One artist shared in r/soundcloud, “I got 200 followers … by liking, following, commenting, and reposting other artists. I literally spend all my downtime on the feed. It’s just consistent engagement.”
Platforms outside SoundCloud often work as springboards, driving listeners back to your page.
- Post behind-the-scenes clips – studio sessions, gear setups, even you working out lyrics in a notebook. Fans love the process.
- Join music threads on Reddit or forums like Future Producers. But don’t drop links until you’ve been part of the conversation.
An artist who only promotes inside SoundCloud is like a band playing in an empty room. You have to step outside to find an audience.
9. Know How Many Plays You Need to Get Paid
If you’re in SoundCloud’s monetization program, you need at least 500 eligible plays a month to start getting paid. Payouts average about $2.50 to $4 per thousand plays, depending on where your listeners are.

Want to understand every type of music royalty you can earn beyond SoundCloud?
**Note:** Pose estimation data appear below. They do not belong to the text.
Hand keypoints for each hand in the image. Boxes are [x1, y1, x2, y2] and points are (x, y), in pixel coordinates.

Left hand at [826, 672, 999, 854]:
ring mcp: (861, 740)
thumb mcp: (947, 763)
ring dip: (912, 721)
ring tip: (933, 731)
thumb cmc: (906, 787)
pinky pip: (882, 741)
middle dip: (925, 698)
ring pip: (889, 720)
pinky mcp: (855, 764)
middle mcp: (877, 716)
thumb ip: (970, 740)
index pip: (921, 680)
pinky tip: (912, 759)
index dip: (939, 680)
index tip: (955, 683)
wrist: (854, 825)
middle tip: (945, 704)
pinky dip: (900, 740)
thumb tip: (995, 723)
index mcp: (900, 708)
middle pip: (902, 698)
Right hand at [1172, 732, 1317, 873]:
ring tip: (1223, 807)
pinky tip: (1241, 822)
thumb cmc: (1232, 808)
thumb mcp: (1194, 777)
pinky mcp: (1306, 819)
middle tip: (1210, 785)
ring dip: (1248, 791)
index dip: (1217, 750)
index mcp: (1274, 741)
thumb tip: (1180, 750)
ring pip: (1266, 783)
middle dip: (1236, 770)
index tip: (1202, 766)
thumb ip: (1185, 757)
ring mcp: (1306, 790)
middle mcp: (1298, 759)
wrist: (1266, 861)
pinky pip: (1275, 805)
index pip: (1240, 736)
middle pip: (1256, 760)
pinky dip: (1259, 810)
Learn how performance, mechanical, sync, and neighbouring rights work so you can capture 100% of what you’re owed.
Streaming is just one part of the picture. Most independent artists combine multiple income streams to make their careers financially sustainable.

Income streams? That’s not life-changing money, but it stacks when you add merch, direct downloads, fan subscriptions, or licensing deals. To understand where streams fit in your income, see our 4 types of music royalties explained.
10. Protect Your Rights
It’s easy to chase plays and forget the paperwork. That’s how money slips away.
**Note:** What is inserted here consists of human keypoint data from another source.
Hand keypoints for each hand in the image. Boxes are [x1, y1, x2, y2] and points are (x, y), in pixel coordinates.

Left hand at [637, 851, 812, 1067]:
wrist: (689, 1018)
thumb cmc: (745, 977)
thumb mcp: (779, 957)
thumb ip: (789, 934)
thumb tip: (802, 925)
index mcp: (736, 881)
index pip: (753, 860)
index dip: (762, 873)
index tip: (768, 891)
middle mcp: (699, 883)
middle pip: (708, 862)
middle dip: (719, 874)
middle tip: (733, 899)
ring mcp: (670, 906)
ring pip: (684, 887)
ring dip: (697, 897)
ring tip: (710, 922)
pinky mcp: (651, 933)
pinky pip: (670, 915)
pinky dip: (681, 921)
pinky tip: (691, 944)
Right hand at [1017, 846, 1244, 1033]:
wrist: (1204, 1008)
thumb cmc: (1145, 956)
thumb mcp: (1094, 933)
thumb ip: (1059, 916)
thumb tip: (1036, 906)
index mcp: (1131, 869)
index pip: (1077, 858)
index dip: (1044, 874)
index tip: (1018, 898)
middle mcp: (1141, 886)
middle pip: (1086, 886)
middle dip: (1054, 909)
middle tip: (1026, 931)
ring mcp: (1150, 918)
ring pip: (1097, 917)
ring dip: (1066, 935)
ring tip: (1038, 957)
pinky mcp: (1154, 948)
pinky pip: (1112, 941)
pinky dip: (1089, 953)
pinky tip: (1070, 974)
Every play has value. But unless your royalties are tracked and claimed, you’re giving part of that value to someone else.
Melody Rights fixes that. For nine bucks a month, you can upload as much as you want and keep every cent. Your plays, downloads, and licensing income get tracked worldwide so nothing disappears. See how in our music protection guide and learn about sync licensing if you’re aiming for placements.
Music often gets used in ways you never see, such as in ads, YouTube videos, or TV spots. Without rights tracking, those uses slip by unnoticed. With it, you’re paid for every single one.
Conclusion: How to Get More SoundCloud Plays
Growing your SoundCloud plays in 2025 takes more than one quick trick. It’s about creating music that hooks listeners, building a profile that draws them in, timing your releases for maximum reach, and promoting beyond the platform.
By protecting your rights and stacking multiple income streams, every play can help grow both your audience and your music career.
FAQs
How do I get more plays on SoundCloud?
Make tracks people want to replay, optimise your profile, use playlists, and promote both inside and outside the platform. Engage with the community so SoundCloud’s algorithm has a reason to recommend you.
What’s the best time to post on SoundCloud?
Weekday mid-days (around 11am–1pm) tend to work well, but check your SoundCloud Insights to see when your specific audience is most active.
How do you trigger the SoundCloud algorithm?
Get early engagement in the first 48 hours, tag accurately, and stay active on the platform so the system sees you as a contributor.
How many plays do you need to get paid?
You need at least 500 eligible plays per month in SoundCloud’s monetization program. Payouts average $2.50–$4 per thousand plays.Why should I protect my rights?
Because plays, downloads, and sync uses all generate royalties, and without tracking, some of that money never reaches you.